Upgrading ZenML doesn't have to be scary.

Whether you're using the open-source (OSS) version or ZenML Pro (where servers are called *workspaces*), this guide will help you set up a clean, testable, and stress-free upgrade process using a production + staging pattern.

1. Always have **two environments**: *production* and *staging*.
2. Mirror everything in both places.
3. Use GitOps to automate upgrades.
4. Run the right tests in staging.
5. Re-create snapshots.
6. Cut over to production once staging is green.

That's it. The rest of this chapter just fills in the details.

## ☝️ Step #1: Always Use Two Environments

Whether you're OSS or Pro:

* You should **always have two environments**:
  * **Production** — where your team builds and runs real pipelines.
  * **Staging** — used *only* to test ZenML upgrades before they hit production.

> 🏢 **ZenML Pro** users: use **two workspaces** (e.g. `prod-workspace`, `staging-workspace`)\
> 💻 **ZenML OSS** users: run **two ZenML servers** (same logic applies)

![Diagram showing "Production" and "Staging" environments side by side.

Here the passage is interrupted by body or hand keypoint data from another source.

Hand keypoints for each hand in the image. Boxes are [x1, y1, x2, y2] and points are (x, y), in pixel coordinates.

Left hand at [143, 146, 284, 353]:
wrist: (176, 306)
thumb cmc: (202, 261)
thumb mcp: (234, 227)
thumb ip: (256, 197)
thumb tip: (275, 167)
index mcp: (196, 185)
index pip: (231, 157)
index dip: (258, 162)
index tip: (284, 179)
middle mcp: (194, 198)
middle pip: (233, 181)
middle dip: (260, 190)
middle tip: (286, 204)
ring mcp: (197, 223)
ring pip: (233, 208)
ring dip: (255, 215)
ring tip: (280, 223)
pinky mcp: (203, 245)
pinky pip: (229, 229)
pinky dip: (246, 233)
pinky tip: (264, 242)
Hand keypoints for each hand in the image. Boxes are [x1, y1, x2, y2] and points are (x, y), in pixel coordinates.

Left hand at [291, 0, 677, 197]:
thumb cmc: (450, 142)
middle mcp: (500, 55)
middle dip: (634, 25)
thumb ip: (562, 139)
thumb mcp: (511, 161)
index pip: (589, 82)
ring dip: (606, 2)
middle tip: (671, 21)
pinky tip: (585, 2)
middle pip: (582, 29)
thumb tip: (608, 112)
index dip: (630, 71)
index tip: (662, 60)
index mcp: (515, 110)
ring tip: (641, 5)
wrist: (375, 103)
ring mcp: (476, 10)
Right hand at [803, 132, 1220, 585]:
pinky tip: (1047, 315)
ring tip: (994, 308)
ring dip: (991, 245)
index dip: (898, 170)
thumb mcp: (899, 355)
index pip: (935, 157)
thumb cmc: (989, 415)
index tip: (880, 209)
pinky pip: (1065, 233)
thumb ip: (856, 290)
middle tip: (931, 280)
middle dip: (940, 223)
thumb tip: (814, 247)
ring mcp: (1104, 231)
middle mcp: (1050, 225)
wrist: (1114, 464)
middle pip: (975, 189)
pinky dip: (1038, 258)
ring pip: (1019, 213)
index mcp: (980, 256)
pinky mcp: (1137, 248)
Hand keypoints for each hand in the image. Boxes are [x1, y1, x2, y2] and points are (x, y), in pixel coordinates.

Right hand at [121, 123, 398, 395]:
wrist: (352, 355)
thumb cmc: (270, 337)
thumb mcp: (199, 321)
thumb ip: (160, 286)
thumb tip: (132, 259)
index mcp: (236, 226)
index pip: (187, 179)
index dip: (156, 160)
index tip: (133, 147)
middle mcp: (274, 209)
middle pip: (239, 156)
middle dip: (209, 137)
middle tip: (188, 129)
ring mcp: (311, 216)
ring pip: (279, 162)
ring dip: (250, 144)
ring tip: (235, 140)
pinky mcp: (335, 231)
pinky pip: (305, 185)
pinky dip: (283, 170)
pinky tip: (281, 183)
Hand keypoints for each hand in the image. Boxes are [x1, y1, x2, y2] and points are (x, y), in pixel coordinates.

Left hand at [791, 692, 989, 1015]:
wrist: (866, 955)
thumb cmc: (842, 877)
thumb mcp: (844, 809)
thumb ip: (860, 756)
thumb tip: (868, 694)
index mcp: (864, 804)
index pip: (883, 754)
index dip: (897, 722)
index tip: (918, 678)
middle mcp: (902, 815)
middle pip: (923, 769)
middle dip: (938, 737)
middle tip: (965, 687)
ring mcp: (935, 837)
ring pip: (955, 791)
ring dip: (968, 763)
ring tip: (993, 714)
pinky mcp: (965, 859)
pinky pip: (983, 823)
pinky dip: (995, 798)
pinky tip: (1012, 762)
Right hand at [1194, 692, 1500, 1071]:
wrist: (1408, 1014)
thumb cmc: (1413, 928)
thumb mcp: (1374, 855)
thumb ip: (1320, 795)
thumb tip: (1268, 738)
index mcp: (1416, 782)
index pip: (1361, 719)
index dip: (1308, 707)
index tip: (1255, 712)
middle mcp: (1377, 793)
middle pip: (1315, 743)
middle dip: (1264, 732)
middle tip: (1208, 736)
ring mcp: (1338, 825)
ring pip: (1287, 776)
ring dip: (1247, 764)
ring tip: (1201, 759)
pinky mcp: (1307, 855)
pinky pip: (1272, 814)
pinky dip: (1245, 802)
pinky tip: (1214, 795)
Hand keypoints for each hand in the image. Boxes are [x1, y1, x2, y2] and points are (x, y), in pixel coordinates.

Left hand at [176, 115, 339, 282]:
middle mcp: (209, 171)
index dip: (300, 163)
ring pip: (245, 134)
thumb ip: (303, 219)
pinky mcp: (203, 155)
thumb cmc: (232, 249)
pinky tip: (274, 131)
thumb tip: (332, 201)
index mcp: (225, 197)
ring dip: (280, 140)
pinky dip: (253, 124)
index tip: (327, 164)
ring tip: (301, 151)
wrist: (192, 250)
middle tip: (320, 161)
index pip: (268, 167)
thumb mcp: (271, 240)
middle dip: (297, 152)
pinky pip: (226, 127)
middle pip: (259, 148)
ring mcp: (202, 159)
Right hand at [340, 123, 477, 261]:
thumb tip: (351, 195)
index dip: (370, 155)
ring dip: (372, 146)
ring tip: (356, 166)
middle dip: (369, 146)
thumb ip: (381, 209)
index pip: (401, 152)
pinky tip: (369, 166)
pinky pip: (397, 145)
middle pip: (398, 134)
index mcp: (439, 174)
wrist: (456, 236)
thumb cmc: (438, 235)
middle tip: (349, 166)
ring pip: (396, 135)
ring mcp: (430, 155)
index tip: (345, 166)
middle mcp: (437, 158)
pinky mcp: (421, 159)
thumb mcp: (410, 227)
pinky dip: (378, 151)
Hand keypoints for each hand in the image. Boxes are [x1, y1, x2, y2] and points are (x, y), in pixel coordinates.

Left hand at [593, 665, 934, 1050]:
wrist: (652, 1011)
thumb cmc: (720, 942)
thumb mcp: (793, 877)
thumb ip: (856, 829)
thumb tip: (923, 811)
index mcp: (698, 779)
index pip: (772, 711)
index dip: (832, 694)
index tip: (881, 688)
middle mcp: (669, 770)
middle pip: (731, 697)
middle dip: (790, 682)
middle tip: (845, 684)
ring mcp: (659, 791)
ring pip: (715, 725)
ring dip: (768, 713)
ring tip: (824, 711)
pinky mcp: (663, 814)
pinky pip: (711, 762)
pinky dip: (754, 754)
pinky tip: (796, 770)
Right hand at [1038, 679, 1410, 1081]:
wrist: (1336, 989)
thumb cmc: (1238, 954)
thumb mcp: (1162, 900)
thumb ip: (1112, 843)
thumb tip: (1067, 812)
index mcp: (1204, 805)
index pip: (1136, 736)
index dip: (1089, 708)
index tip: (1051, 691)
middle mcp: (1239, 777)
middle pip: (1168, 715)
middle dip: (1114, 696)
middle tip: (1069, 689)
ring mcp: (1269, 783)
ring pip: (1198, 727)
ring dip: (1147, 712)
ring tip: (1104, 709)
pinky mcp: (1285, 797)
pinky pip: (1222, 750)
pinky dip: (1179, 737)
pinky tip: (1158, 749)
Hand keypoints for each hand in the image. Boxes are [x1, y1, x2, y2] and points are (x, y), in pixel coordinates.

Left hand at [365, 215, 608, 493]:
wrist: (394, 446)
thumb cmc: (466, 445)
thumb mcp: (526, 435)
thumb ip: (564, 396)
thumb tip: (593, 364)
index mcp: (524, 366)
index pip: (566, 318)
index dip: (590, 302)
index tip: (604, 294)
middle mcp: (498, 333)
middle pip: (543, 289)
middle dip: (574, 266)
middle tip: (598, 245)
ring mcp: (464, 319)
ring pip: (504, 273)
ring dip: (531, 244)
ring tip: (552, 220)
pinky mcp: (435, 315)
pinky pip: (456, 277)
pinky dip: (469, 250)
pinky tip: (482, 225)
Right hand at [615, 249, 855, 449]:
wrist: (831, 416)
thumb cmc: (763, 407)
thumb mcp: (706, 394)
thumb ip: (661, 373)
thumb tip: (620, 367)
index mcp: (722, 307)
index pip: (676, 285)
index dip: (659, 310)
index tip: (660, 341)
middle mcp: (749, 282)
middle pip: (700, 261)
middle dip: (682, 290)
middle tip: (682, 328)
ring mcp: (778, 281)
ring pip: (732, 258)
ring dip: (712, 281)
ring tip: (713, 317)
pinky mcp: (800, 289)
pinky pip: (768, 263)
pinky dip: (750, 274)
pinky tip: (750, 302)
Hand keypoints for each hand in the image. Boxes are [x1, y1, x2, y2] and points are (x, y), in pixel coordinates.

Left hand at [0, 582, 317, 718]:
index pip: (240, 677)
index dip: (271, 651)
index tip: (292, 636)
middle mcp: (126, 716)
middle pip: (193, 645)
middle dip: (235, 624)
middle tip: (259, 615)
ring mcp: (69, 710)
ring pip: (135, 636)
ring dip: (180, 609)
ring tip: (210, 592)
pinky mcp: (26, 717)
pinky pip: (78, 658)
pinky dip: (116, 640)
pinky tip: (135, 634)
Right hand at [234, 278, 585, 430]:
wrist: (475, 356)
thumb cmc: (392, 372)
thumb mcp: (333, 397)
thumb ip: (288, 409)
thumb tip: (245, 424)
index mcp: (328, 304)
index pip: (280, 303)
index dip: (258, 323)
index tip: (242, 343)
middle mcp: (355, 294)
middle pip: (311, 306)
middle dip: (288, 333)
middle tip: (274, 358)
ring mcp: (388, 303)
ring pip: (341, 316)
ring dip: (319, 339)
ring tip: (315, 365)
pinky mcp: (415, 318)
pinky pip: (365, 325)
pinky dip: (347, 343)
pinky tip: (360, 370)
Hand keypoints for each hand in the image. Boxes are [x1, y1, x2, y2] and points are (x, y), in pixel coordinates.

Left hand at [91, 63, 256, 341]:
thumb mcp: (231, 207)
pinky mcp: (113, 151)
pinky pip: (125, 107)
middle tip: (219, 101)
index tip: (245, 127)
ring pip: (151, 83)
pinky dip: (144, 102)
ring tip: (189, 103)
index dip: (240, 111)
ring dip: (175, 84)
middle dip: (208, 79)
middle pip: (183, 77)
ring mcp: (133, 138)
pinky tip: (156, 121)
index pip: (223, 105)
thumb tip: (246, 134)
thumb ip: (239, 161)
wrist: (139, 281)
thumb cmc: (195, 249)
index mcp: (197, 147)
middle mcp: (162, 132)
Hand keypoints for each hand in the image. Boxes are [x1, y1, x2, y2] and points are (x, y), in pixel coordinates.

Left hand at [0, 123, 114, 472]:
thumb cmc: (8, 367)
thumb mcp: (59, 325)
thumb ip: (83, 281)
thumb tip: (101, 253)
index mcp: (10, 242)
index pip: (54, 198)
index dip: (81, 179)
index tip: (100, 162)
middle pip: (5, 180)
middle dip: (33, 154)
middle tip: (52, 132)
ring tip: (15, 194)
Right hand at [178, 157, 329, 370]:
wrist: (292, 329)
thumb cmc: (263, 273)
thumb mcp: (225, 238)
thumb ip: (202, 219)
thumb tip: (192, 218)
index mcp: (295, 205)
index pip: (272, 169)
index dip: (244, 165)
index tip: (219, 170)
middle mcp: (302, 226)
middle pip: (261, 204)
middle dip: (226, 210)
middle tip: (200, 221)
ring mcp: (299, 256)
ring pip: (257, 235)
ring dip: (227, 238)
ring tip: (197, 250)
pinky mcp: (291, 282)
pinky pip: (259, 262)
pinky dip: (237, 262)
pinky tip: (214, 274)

Arrows show pipelines running in production, while staging is used for upgrades only.](/files/8MnjJfscJOpsUlvG4l18)

## 🧱 Step #2: Mirror Your Stacks in Both Environments

At setup time:

* For every **stack in production**, create a **mirrored stack in staging**
* Ideally, they point to **separate infra**, but can also share infra if needed

| Stack Component    | Production           | Staging                 |
| ------------------ | -------------------- | ----------------------- |
| Kubernetes cluster | `prod-k8s-cluster`   | `staging-k8s-cluster`   |
| Artifact store     | `s3://prod-bucket`   | `s3://staging-bucket`   |
| Container registry | `gcr.io/prod-images` | `gcr.io/staging-images` |

![Diagram: Mirrored stacks pointing at separate staging infra](/files/e6d83Tosy1LL4yWgWfCN)

{% hint style="info" %}

* Point staging stacks to **staging variants** of your infra (e.g., a smaller K8s cluster, a test S3 bucket).
* When you change a stack in production, immediately update the twin in staging.
  {% endhint %}

## 🛠️ Step #3: Use [GitOps](https://about.gitlab.com/topics/gitops/) to Manage Upgrades

![Diagram: GitOps](/files/MVOm35leO0ijDdsrrS7q)

Put your workspace configuration in a Git repository (Helm charts, Terraform, or the ZenML Pro API – pick your tool). Set up two long-lived branches:

* `staging` – auto-deploys to the **staging workspace**
* `main` – auto-deploys to **production**

{% @mermaid/diagram content="flowchart LR
dev\["PR → staging branch"] --> stg\["CI/CD upgrades Staging workspace"]
stg --> tests\["Run upgrade test suite"]
tests -->|✅| merge\["Merge staging ➜ main"]
merge --> prod\["CI/CD upgrades Production workspace"]" %}

ZenML Pro users can call the [Workspace API](https://cloudapi.zenml.io/) from CI to bump the version. OSS users typically re-deploy the Helm chart/Docker image with the new tag.

## 🤝 Step #4: Run a test suite in staging

After upgrading staging, assume things might break — this is normal and expected.

At this point, the platform and data science / ML engineering teams should have mutually:

* Agree on a smoke test suite of pipelines or steps
* Maintain shared expectations on what counts as "upgrade success"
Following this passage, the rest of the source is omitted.